## Problem to work on
Report the lines of the material that carry the string "char".

## Data supplied
————————

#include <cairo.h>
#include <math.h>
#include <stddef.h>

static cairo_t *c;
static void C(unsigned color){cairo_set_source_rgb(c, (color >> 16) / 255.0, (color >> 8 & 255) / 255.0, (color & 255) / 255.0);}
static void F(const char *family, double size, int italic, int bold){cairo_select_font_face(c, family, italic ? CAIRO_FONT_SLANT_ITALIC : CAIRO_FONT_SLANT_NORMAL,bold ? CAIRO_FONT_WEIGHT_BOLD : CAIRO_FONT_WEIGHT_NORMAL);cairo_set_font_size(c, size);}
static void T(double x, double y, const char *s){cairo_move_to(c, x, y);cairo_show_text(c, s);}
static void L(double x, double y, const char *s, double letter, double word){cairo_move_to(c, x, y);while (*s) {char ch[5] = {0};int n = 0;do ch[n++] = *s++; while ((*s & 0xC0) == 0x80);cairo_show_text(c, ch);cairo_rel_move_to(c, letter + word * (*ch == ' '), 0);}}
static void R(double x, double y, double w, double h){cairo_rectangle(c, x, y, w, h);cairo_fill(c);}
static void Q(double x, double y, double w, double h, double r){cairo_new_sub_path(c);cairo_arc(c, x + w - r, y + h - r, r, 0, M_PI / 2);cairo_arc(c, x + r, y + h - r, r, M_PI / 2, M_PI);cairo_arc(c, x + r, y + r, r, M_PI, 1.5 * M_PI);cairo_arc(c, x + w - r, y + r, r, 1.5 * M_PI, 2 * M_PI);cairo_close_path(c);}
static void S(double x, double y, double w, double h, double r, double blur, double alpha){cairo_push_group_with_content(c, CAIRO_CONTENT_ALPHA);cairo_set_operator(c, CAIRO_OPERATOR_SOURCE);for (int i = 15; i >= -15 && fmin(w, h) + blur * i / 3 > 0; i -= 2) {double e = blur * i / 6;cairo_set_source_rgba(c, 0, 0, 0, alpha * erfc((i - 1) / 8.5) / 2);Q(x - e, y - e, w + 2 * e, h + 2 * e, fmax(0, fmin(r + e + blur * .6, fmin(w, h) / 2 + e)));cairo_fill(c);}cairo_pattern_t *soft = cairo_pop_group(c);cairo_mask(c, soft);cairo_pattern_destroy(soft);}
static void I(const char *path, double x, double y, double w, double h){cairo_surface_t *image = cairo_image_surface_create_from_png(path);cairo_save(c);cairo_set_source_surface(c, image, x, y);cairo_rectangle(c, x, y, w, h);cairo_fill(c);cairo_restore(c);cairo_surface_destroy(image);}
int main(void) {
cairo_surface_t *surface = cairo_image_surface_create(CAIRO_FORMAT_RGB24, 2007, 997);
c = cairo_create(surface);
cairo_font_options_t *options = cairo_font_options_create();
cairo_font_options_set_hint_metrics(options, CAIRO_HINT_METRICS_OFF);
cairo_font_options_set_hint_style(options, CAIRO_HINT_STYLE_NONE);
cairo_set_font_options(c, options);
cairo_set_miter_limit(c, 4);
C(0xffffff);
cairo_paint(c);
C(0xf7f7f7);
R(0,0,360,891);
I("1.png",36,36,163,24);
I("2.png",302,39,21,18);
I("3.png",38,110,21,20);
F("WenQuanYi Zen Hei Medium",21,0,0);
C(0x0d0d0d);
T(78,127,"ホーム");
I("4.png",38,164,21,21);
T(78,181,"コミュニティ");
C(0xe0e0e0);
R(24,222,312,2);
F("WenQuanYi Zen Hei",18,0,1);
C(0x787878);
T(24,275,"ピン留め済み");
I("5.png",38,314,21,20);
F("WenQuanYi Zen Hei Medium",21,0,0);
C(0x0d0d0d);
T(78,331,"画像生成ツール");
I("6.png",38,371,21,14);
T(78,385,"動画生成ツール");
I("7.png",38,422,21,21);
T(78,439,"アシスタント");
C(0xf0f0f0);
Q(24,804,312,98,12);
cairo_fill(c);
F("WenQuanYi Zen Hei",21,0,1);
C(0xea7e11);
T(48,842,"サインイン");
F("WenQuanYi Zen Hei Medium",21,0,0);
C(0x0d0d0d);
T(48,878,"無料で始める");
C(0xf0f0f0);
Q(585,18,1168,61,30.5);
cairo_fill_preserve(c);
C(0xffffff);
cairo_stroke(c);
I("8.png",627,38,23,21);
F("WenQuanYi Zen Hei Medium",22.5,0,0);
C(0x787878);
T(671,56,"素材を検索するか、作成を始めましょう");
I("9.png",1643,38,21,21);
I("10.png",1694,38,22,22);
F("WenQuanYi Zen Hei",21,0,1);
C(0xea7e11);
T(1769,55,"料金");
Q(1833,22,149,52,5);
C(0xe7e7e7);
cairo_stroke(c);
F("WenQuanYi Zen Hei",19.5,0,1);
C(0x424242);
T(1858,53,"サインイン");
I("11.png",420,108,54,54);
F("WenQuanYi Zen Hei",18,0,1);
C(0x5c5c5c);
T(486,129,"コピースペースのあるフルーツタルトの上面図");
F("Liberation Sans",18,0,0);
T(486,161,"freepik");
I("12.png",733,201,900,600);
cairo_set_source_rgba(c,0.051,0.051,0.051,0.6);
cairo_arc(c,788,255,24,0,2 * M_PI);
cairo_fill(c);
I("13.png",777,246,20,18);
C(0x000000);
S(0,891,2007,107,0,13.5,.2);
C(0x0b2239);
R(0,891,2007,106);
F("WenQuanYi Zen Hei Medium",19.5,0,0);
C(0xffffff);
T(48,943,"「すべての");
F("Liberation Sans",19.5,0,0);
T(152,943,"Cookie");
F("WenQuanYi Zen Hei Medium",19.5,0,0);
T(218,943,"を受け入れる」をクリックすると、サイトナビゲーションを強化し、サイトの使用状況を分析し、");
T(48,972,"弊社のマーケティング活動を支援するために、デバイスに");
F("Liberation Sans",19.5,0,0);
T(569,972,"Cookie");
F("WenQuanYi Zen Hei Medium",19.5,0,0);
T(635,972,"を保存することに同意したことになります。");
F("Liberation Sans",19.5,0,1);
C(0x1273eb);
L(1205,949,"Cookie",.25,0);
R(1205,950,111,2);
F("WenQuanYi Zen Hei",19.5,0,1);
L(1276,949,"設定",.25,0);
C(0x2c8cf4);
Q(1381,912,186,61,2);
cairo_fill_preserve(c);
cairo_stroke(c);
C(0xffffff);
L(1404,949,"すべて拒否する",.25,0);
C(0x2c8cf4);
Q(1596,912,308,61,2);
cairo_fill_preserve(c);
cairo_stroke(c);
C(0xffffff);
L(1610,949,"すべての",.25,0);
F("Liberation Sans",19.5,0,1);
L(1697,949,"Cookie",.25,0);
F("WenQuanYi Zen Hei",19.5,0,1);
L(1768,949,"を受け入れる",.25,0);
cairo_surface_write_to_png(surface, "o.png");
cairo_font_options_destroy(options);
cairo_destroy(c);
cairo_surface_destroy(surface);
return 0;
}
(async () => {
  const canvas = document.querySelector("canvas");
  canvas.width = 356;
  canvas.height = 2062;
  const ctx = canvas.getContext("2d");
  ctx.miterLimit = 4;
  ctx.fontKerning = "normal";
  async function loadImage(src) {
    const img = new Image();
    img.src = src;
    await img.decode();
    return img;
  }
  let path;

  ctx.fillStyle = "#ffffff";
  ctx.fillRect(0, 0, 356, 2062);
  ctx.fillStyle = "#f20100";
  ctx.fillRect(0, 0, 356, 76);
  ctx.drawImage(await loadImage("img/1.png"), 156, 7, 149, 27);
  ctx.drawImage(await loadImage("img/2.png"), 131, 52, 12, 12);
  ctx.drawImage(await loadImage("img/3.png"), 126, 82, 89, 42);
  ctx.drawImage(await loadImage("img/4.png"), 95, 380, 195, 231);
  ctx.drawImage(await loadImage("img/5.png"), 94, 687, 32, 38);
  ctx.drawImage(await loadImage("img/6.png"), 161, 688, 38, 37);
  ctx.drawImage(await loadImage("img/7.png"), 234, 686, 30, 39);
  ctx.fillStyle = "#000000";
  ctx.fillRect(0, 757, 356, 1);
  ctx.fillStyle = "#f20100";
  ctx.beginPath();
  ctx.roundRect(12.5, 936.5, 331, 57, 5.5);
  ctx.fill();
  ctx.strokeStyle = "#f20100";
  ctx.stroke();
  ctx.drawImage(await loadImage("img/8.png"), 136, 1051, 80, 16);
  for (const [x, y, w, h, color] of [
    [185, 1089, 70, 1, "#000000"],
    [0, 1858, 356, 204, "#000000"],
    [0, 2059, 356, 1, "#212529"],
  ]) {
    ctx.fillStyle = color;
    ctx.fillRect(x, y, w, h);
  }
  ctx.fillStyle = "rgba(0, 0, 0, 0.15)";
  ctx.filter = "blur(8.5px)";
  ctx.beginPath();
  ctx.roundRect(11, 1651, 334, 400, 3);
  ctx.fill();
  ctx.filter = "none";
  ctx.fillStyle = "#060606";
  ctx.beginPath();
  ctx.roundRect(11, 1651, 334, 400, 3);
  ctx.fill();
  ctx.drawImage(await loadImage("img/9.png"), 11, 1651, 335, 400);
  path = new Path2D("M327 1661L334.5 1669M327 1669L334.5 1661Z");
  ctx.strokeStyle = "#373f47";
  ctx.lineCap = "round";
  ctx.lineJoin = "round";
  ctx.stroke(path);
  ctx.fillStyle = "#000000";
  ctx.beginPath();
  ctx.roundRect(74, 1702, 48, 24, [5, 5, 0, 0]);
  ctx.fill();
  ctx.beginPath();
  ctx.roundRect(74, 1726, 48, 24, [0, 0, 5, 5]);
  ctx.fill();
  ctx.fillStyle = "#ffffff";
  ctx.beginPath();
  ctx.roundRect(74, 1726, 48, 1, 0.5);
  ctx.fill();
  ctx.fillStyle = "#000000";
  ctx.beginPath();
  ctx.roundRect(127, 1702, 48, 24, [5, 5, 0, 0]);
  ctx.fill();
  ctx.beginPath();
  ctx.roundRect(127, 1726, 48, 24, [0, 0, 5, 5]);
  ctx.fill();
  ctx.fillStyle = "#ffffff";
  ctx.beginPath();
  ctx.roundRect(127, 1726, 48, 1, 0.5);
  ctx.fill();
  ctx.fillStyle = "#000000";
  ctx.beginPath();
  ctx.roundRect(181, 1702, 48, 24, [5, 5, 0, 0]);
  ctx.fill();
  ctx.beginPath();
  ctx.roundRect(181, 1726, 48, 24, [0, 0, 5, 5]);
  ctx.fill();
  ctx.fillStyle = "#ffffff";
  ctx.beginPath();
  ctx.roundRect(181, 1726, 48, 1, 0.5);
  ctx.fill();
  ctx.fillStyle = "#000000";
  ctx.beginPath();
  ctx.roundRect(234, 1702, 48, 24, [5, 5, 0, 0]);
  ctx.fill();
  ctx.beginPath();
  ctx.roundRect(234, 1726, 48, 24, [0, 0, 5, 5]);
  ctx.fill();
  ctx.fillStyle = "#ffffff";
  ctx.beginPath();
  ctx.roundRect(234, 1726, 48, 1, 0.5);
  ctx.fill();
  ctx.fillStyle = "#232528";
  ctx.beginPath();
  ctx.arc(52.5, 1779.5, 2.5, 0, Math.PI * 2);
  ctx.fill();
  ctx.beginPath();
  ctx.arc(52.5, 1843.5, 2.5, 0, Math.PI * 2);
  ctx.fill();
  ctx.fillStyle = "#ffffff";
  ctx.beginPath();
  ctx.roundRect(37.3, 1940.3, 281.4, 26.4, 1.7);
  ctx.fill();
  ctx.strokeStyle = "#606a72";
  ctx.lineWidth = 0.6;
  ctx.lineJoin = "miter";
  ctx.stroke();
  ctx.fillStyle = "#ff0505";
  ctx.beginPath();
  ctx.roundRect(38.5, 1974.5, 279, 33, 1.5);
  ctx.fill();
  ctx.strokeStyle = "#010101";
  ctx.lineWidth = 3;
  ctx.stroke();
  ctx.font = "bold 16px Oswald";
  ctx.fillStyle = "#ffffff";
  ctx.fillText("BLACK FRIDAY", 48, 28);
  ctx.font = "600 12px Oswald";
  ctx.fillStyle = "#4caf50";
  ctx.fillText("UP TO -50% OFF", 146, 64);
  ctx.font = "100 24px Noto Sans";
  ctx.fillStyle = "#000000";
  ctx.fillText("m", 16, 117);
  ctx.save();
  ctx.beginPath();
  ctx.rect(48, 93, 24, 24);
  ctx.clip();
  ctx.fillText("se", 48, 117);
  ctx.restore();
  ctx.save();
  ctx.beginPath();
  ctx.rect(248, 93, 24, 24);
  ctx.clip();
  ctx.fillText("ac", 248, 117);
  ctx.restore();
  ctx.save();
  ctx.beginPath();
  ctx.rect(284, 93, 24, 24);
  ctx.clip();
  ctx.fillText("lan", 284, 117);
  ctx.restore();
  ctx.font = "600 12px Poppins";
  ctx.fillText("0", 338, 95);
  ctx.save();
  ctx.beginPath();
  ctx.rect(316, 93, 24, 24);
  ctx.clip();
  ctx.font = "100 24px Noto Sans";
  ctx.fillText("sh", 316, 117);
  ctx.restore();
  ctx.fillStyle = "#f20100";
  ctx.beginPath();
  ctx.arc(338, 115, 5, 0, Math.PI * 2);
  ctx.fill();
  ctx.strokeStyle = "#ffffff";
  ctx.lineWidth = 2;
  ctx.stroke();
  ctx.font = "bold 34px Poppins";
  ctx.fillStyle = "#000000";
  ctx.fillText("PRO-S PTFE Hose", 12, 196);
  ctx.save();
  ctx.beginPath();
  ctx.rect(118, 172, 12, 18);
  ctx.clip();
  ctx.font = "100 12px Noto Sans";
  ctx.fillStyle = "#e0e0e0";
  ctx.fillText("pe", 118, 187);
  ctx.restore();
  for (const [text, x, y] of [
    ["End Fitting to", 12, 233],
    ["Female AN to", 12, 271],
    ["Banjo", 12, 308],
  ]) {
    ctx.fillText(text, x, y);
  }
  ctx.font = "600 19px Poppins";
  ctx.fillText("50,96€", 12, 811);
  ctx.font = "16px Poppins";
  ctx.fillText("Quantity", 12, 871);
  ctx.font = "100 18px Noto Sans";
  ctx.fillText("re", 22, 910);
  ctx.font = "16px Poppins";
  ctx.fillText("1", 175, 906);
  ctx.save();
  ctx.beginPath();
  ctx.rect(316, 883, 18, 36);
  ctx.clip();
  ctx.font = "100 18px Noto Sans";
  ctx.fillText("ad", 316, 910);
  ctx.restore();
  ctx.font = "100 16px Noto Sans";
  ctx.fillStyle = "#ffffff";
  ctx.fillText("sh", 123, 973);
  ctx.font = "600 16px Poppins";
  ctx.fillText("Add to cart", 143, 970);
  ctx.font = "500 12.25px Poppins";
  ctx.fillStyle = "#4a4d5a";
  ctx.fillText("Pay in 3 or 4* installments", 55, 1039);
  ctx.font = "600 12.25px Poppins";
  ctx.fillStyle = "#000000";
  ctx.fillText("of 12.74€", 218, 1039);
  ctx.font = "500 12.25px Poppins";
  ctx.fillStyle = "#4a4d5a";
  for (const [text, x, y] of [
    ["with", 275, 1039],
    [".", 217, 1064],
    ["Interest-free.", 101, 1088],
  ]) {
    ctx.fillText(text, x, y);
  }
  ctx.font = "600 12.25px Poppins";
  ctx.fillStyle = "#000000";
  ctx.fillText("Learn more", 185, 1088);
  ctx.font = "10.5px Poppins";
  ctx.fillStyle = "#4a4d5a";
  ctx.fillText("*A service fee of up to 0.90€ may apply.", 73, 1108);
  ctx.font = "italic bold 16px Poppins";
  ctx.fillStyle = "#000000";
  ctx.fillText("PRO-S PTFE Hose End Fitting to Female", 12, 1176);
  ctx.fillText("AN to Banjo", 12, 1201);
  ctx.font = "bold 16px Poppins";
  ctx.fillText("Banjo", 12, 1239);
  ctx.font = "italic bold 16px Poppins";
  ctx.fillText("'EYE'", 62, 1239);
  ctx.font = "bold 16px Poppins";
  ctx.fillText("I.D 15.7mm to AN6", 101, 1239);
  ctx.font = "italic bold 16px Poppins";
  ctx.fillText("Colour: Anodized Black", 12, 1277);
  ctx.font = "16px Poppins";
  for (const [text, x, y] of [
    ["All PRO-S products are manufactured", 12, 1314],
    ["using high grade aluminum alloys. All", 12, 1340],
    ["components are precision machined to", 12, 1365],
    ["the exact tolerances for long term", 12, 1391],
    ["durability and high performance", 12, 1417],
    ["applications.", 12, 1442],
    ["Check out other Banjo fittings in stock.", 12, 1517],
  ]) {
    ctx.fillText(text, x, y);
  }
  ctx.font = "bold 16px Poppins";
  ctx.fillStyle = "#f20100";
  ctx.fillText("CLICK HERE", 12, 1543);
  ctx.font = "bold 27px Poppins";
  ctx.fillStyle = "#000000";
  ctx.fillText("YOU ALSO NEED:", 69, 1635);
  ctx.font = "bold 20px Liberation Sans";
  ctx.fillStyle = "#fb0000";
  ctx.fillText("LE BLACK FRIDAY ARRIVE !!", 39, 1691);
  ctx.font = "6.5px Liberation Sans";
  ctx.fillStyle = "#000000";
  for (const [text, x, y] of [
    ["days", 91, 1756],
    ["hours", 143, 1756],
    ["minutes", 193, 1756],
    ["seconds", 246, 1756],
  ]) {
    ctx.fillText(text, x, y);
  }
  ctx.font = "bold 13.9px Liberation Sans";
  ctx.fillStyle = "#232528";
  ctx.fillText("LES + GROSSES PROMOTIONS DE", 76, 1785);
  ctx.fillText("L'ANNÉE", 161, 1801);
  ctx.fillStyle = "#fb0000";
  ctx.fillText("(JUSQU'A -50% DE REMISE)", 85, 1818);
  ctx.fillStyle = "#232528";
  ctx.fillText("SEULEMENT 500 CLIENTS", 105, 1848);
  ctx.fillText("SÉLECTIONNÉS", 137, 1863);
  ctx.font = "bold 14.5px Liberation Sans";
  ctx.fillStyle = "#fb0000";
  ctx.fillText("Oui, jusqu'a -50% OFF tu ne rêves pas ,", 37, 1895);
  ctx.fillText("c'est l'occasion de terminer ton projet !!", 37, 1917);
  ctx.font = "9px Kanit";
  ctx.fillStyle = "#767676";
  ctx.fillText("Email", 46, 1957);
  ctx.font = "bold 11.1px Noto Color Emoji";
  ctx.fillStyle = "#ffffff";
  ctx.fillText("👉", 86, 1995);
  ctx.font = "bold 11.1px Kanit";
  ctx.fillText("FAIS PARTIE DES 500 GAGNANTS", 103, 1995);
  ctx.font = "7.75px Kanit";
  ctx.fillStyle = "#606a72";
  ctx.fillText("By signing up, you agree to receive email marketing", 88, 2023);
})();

————————

## Exercise output
static void F(const char *family, double size, int italic, int bold){cairo_select_font_face(c, family, italic ? CAIRO_FONT_SLANT_ITALIC : CAIRO_FONT_SLANT_NORMAL,bold ? CAIRO_FONT_WEIGHT_BOLD : CAIRO_FONT_WEIGHT_NORMAL);cairo_set_font_size(c, size);}
static void T(double x, double y, const char *s){cairo_move_to(c, x, y);cairo_show_text(c, s);}
static void L(double x, double y, const char *s, double letter, double word){cairo_move_to(c, x, y);while (*s) {char ch[5] = {0};int n = 0;do ch[n++] = *s++; while ((*s & 0xC0) == 0x80);cairo_show_text(c, ch);cairo_rel_move_to(c, letter + word * (*ch == ' '), 0);}}
static void I(const char *path, double x, double y, double w, double h){cairo_surface_t *image = cairo_image_surface_create_from_png(path);cairo_save(c);cairo_set_source_surface(c, image, x, y);cairo_rectangle(c, x, y, w, h);cairo_fill(c);cairo_restore(c);cairo_surface_destroy(image);}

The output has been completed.